ACTION ITEM: Set down all of the data that follows word for word, without the images.

────────────────

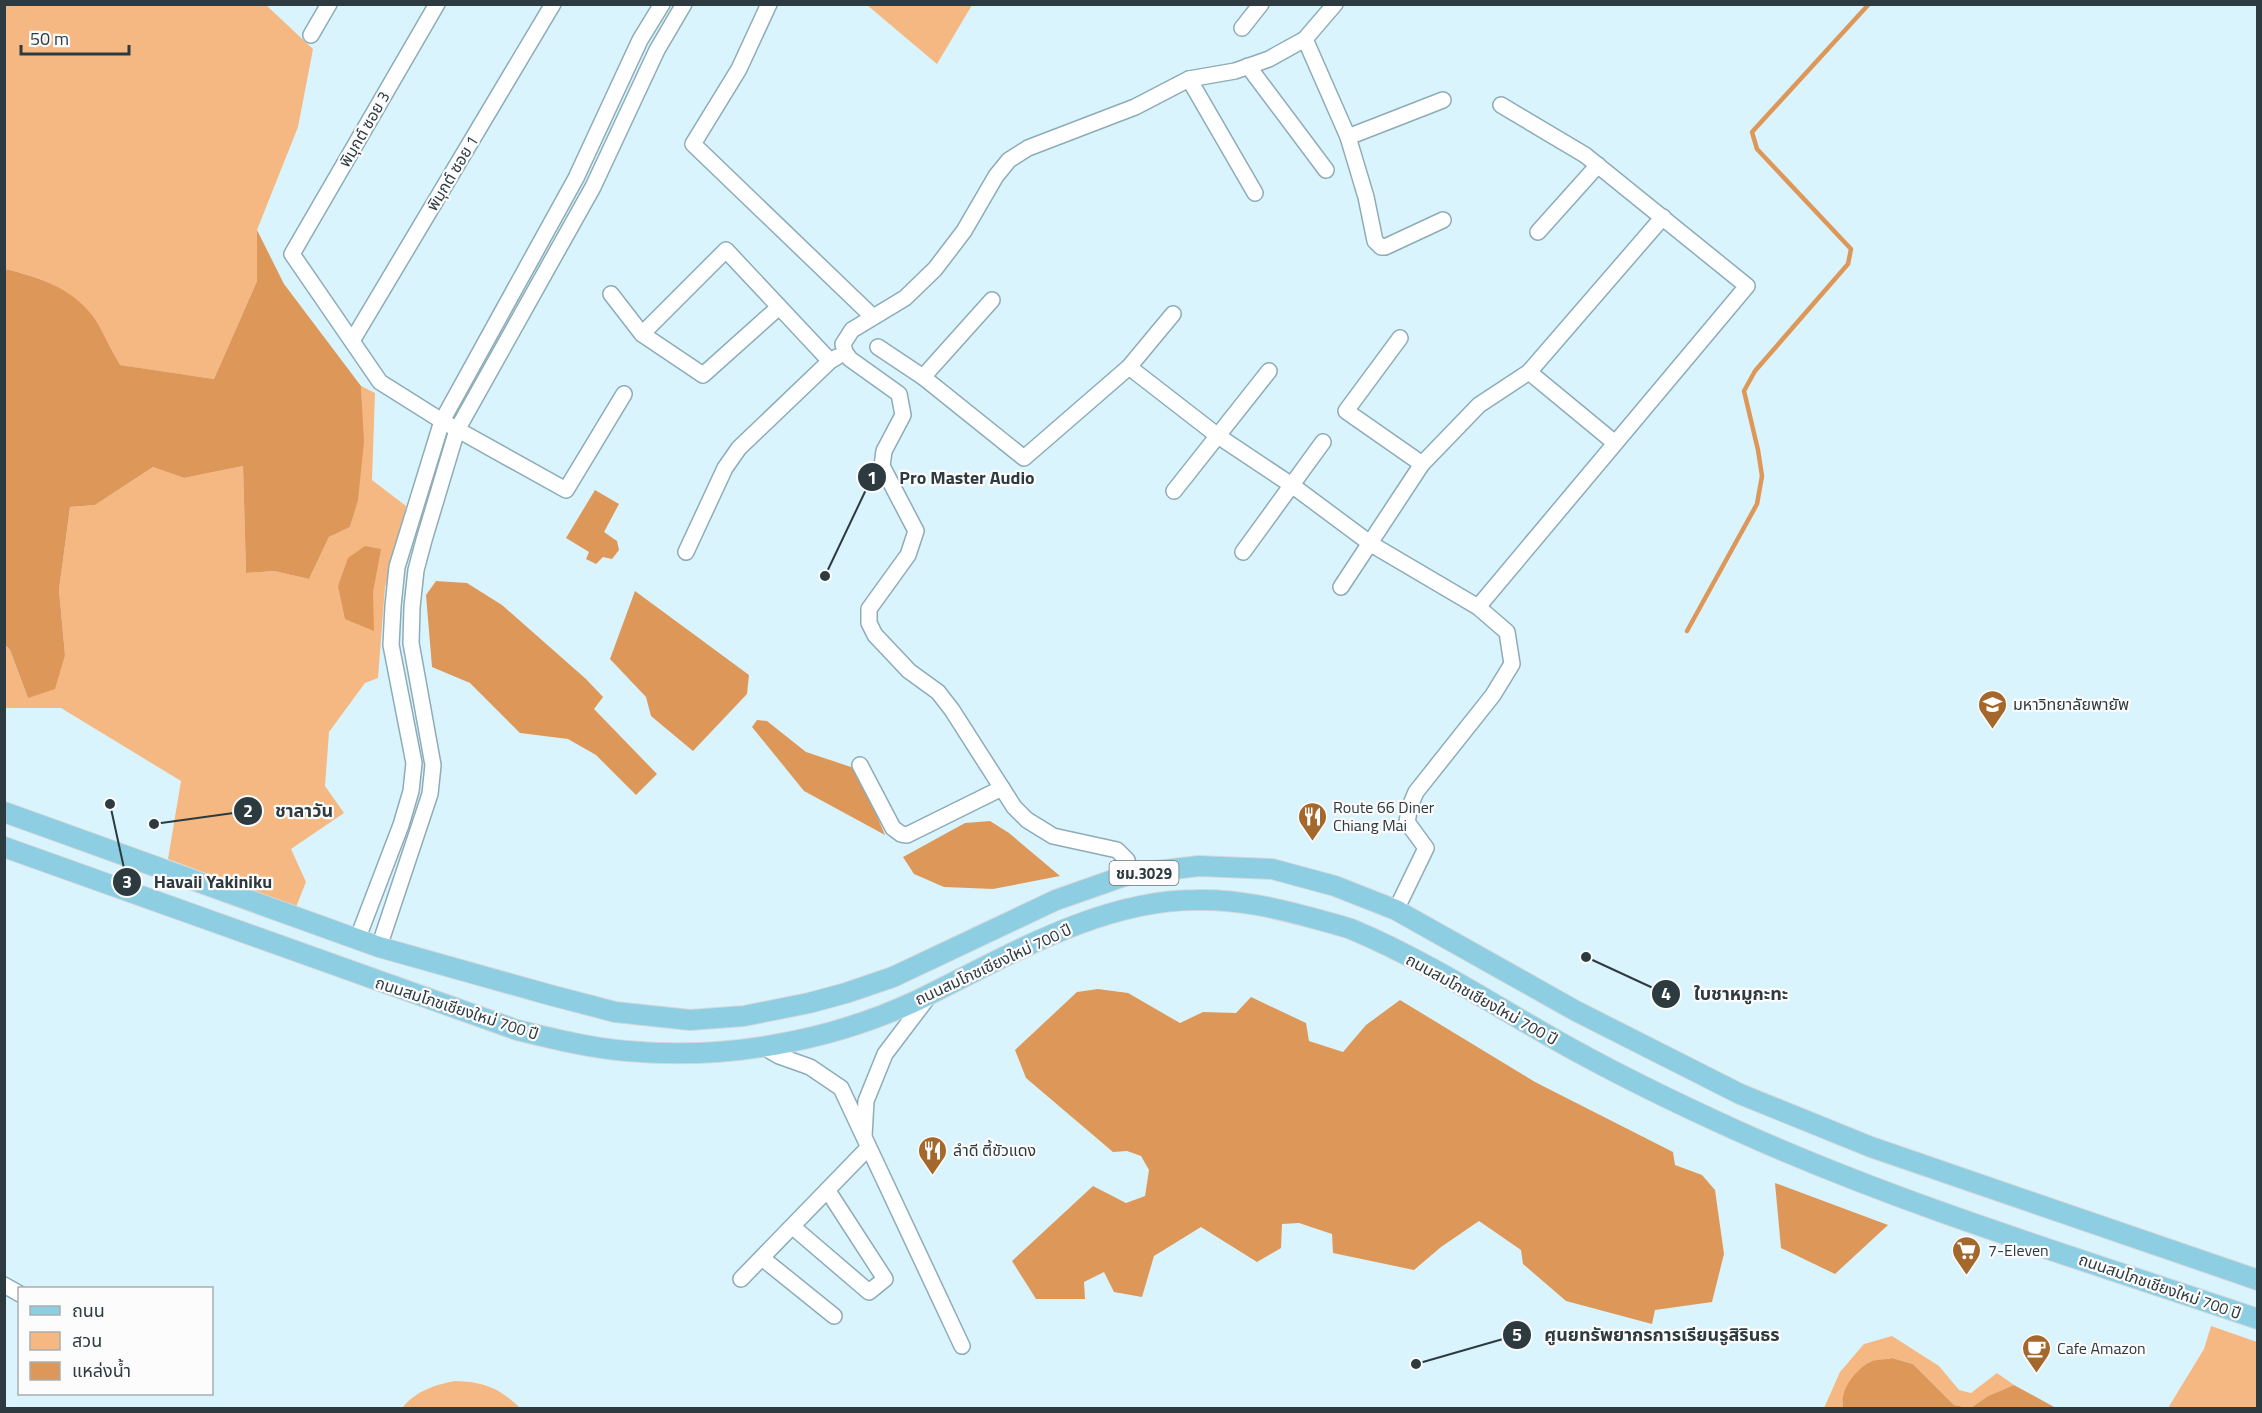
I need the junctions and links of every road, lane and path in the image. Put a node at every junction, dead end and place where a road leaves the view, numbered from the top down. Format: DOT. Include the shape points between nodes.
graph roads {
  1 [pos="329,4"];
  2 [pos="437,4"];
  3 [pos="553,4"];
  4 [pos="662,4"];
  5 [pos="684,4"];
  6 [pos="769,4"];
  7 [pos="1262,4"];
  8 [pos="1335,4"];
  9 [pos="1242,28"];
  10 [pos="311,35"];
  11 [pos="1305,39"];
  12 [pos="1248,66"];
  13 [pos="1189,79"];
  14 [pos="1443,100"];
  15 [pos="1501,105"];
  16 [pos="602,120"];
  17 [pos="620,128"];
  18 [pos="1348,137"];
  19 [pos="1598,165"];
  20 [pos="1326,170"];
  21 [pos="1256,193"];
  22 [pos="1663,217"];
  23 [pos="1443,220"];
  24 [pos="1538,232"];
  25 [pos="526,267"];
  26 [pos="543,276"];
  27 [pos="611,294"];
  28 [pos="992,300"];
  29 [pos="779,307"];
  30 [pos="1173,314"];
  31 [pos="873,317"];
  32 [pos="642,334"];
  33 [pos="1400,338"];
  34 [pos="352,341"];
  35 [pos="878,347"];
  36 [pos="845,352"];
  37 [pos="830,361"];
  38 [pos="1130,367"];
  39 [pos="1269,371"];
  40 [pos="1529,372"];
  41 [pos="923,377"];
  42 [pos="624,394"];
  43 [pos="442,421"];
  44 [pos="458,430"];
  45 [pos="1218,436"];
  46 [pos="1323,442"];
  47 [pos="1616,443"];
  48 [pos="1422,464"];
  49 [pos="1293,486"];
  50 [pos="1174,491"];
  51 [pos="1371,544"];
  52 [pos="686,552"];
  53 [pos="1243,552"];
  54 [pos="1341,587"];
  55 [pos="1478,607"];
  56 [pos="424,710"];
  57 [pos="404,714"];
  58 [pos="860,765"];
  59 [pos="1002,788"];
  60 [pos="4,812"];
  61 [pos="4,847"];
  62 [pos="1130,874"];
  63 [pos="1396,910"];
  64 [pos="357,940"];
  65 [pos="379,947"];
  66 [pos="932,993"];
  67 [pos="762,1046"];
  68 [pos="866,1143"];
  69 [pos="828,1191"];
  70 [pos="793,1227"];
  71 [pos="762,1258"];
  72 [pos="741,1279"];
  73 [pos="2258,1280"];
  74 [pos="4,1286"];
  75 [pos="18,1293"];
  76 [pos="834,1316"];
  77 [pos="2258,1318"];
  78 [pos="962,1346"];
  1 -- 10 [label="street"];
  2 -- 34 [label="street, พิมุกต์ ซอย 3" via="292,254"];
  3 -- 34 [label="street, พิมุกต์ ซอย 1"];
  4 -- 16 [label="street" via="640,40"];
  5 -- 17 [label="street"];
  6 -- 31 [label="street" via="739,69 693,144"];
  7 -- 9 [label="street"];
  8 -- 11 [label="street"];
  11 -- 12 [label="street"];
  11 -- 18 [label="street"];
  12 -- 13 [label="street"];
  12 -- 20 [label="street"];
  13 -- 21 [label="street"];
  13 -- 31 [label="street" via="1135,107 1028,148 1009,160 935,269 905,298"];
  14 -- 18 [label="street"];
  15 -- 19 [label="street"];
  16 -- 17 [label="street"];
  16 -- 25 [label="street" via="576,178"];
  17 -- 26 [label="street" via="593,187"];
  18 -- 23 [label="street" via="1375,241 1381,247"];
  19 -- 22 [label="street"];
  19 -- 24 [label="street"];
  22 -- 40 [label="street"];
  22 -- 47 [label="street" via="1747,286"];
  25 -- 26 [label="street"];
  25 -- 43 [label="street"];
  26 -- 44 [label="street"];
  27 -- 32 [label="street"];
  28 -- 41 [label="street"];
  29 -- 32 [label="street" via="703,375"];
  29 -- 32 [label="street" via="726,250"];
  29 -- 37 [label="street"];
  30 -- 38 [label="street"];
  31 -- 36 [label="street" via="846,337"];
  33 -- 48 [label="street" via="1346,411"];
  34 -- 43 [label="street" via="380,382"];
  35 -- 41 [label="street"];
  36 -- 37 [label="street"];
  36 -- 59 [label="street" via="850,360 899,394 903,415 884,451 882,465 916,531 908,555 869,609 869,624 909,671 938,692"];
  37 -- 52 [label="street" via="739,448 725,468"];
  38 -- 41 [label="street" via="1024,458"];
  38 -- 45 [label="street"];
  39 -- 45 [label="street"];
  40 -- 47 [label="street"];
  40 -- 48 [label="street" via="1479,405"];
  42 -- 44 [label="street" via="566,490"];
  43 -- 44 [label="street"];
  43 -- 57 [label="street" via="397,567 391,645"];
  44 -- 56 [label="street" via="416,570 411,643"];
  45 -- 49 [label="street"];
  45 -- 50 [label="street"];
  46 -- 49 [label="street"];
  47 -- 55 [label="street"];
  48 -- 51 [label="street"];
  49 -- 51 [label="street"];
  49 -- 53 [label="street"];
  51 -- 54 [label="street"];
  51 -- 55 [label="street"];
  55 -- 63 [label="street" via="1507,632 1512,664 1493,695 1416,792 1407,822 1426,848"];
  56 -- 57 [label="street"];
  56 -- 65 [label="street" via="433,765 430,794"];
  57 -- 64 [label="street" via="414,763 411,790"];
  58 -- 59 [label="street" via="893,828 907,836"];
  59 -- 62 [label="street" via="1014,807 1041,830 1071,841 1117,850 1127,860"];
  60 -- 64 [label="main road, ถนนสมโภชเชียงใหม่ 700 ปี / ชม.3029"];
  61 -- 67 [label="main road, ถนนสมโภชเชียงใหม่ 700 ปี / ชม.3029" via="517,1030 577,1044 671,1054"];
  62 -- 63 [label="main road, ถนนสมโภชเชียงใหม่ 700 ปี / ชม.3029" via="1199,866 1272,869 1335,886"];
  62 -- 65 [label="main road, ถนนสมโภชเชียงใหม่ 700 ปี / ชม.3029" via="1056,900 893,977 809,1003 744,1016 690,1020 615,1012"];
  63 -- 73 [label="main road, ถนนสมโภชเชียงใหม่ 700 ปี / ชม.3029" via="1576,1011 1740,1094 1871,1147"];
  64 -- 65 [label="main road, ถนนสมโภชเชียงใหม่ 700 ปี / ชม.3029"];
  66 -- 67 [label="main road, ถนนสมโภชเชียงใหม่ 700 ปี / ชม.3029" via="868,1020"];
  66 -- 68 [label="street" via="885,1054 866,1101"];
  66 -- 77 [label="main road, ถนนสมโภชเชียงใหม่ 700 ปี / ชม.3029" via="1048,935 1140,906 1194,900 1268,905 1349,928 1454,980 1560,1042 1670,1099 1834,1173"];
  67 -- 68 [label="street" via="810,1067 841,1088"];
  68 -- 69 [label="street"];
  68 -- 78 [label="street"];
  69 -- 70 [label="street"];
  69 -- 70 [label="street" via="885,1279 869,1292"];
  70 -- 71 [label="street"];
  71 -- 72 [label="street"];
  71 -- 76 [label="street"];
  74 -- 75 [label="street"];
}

────────────────

RESPONSE TO THIS TASK:
I need the junctions and links of every road, lane and path in the image. Put a node at every junction, dead end and place where a road leaves the view, numbered from the top down. Format: DOT. Include the shape points between nodes.
graph roads {
  1 [pos="329,4"];
  2 [pos="437,4"];
  3 [pos="553,4"];
  4 [pos="662,4"];
  5 [pos="684,4"];
  6 [pos="769,4"];
  7 [pos="1262,4"];
  8 [pos="1335,4"];
  9 [pos="1242,28"];
  10 [pos="311,35"];
  11 [pos="1305,39"];
  12 [pos="1248,66"];
  13 [pos="1189,79"];
  14 [pos="1443,100"];
  15 [pos="1501,105"];
  16 [pos="602,120"];
  17 [pos="620,128"];
  18 [pos="1348,137"];
  19 [pos="1598,165"];
  20 [pos="1326,170"];
  21 [pos="1256,193"];
  22 [pos="1663,217"];
  23 [pos="1443,220"];
  24 [pos="1538,232"];
  25 [pos="526,267"];
  26 [pos="543,276"];
  27 [pos="611,294"];
  28 [pos="992,300"];
  29 [pos="779,307"];
  30 [pos="1173,314"];
  31 [pos="873,317"];
  32 [pos="642,334"];
  33 [pos="1400,338"];
  34 [pos="352,341"];
  35 [pos="878,347"];
  36 [pos="845,352"];
  37 [pos="830,361"];
  38 [pos="1130,367"];
  39 [pos="1269,371"];
  40 [pos="1529,372"];
  41 [pos="923,377"];
  42 [pos="624,394"];
  43 [pos="442,421"];
  44 [pos="458,430"];
  45 [pos="1218,436"];
  46 [pos="1323,442"];
  47 [pos="1616,443"];
  48 [pos="1422,464"];
  49 [pos="1293,486"];
  50 [pos="1174,491"];
  51 [pos="1371,544"];
  52 [pos="686,552"];
  53 [pos="1243,552"];
  54 [pos="1341,587"];
  55 [pos="1478,607"];
  56 [pos="424,710"];
  57 [pos="404,714"];
  58 [pos="860,765"];
  59 [pos="1002,788"];
  60 [pos="4,812"];
  61 [pos="4,847"];
  62 [pos="1130,874"];
  63 [pos="1396,910"];
  64 [pos="357,940"];
  65 [pos="379,947"];
  66 [pos="932,993"];
  67 [pos="762,1046"];
  68 [pos="866,1143"];
  69 [pos="828,1191"];
  70 [pos="793,1227"];
  71 [pos="762,1258"];
  72 [pos="741,1279"];
  73 [pos="2258,1280"];
  74 [pos="4,1286"];
  75 [pos="18,1293"];
  76 [pos="834,1316"];
  77 [pos="2258,1318"];
  78 [pos="962,1346"];
  1 -- 10 [label="street"];
  2 -- 34 [label="street, พิมุกต์ ซอย 3" via="292,254"];
  3 -- 34 [label="street, พิมุกต์ ซอย 1"];
  4 -- 16 [label="street" via="640,40"];
  5 -- 17 [label="street"];
  6 -- 31 [label="street" via="739,69 693,144"];
  7 -- 9 [label="street"];
  8 -- 11 [label="street"];
  11 -- 12 [label="street"];
  11 -- 18 [label="street"];
  12 -- 13 [label="street"];
  12 -- 20 [label="street"];
  13 -- 21 [label="street"];
  13 -- 31 [label="street" via="1135,107 1028,148 1009,160 935,269 905,298"];
  14 -- 18 [label="street"];
  15 -- 19 [label="street"];
  16 -- 17 [label="street"];
  16 -- 25 [label="street" via="576,178"];
  17 -- 26 [label="street" via="593,187"];
  18 -- 23 [label="street" via="1375,241 1381,247"];
  19 -- 22 [label="street"];
  19 -- 24 [label="street"];
  22 -- 40 [label="street"];
  22 -- 47 [label="street" via="1747,286"];
  25 -- 26 [label="street"];
  25 -- 43 [label="street"];
  26 -- 44 [label="street"];
  27 -- 32 [label="street"];
  28 -- 41 [label="street"];
  29 -- 32 [label="street" via="703,375"];
  29 -- 32 [label="street" via="726,250"];
  29 -- 37 [label="street"];
  30 -- 38 [label="street"];
  31 -- 36 [label="street" via="846,337"];
  33 -- 48 [label="street" via="1346,411"];
  34 -- 43 [label="street" via="380,382"];
  35 -- 41 [label="street"];
  36 -- 37 [label="street"];
  36 -- 59 [label="street" via="850,360 899,394 903,415 884,451 882,465 916,531 908,555 869,609 869,624 909,671 938,692"];
  37 -- 52 [label="street" via="739,448 725,468"];
  38 -- 41 [label="street" via="1024,458"];
  38 -- 45 [label="street"];
  39 -- 45 [label="street"];
  40 -- 47 [label="street"];
  40 -- 48 [label="street" via="1479,405"];
  42 -- 44 [label="street" via="566,490"];
  43 -- 44 [label="street"];
  43 -- 57 [label="street" via="397,567 391,645"];
  44 -- 56 [label="street" via="416,570 411,643"];
  45 -- 49 [label="street"];
  45 -- 50 [label="street"];
  46 -- 49 [label="street"];
  47 -- 55 [label="street"];
  48 -- 51 [label="street"];
  49 -- 51 [label="street"];
  49 -- 53 [label="street"];
  51 -- 54 [label="street"];
  51 -- 55 [label="street"];
  55 -- 63 [label="street" via="1507,632 1512,664 1493,695 1416,792 1407,822 1426,848"];
  56 -- 57 [label="street"];
  56 -- 65 [label="street" via="433,765 430,794"];
  57 -- 64 [label="street" via="414,763 411,790"];
  58 -- 59 [label="street" via="893,828 907,836"];
  59 -- 62 [label="street" via="1014,807 1041,830 1071,841 1117,850 1127,860"];
  60 -- 64 [label="main road, ถนนสมโภชเชียงใหม่ 700 ปี / ชม.3029"];
  61 -- 67 [label="main road, ถนนสมโภชเชียงใหม่ 700 ปี / ชม.3029" via="517,1030 577,1044 671,1054"];
  62 -- 63 [label="main road, ถนนสมโภชเชียงใหม่ 700 ปี / ชม.3029" via="1199,866 1272,869 1335,886"];
  62 -- 65 [label="main road, ถนนสมโภชเชียงใหม่ 700 ปี / ชม.3029" via="1056,900 893,977 809,1003 744,1016 690,1020 615,1012"];
  63 -- 73 [label="main road, ถนนสมโภชเชียงใหม่ 700 ปี / ชม.3029" via="1576,1011 1740,1094 1871,1147"];
  64 -- 65 [label="main road, ถนนสมโภชเชียงใหม่ 700 ปี / ชม.3029"];
  66 -- 67 [label="main road, ถนนสมโภชเชียงใหม่ 700 ปี / ชม.3029" via="868,1020"];
  66 -- 68 [label="street" via="885,1054 866,1101"];
  66 -- 77 [label="main road, ถนนสมโภชเชียงใหม่ 700 ปี / ชม.3029" via="1048,935 1140,906 1194,900 1268,905 1349,928 1454,980 1560,1042 1670,1099 1834,1173"];
  67 -- 68 [label="street" via="810,1067 841,1088"];
  68 -- 69 [label="street"];
  68 -- 78 [label="street"];
  69 -- 70 [label="street"];
  69 -- 70 [label="street" via="885,1279 869,1292"];
  70 -- 71 [label="street"];
  71 -- 72 [label="street"];
  71 -- 76 [label="street"];
  74 -- 75 [label="street"];
}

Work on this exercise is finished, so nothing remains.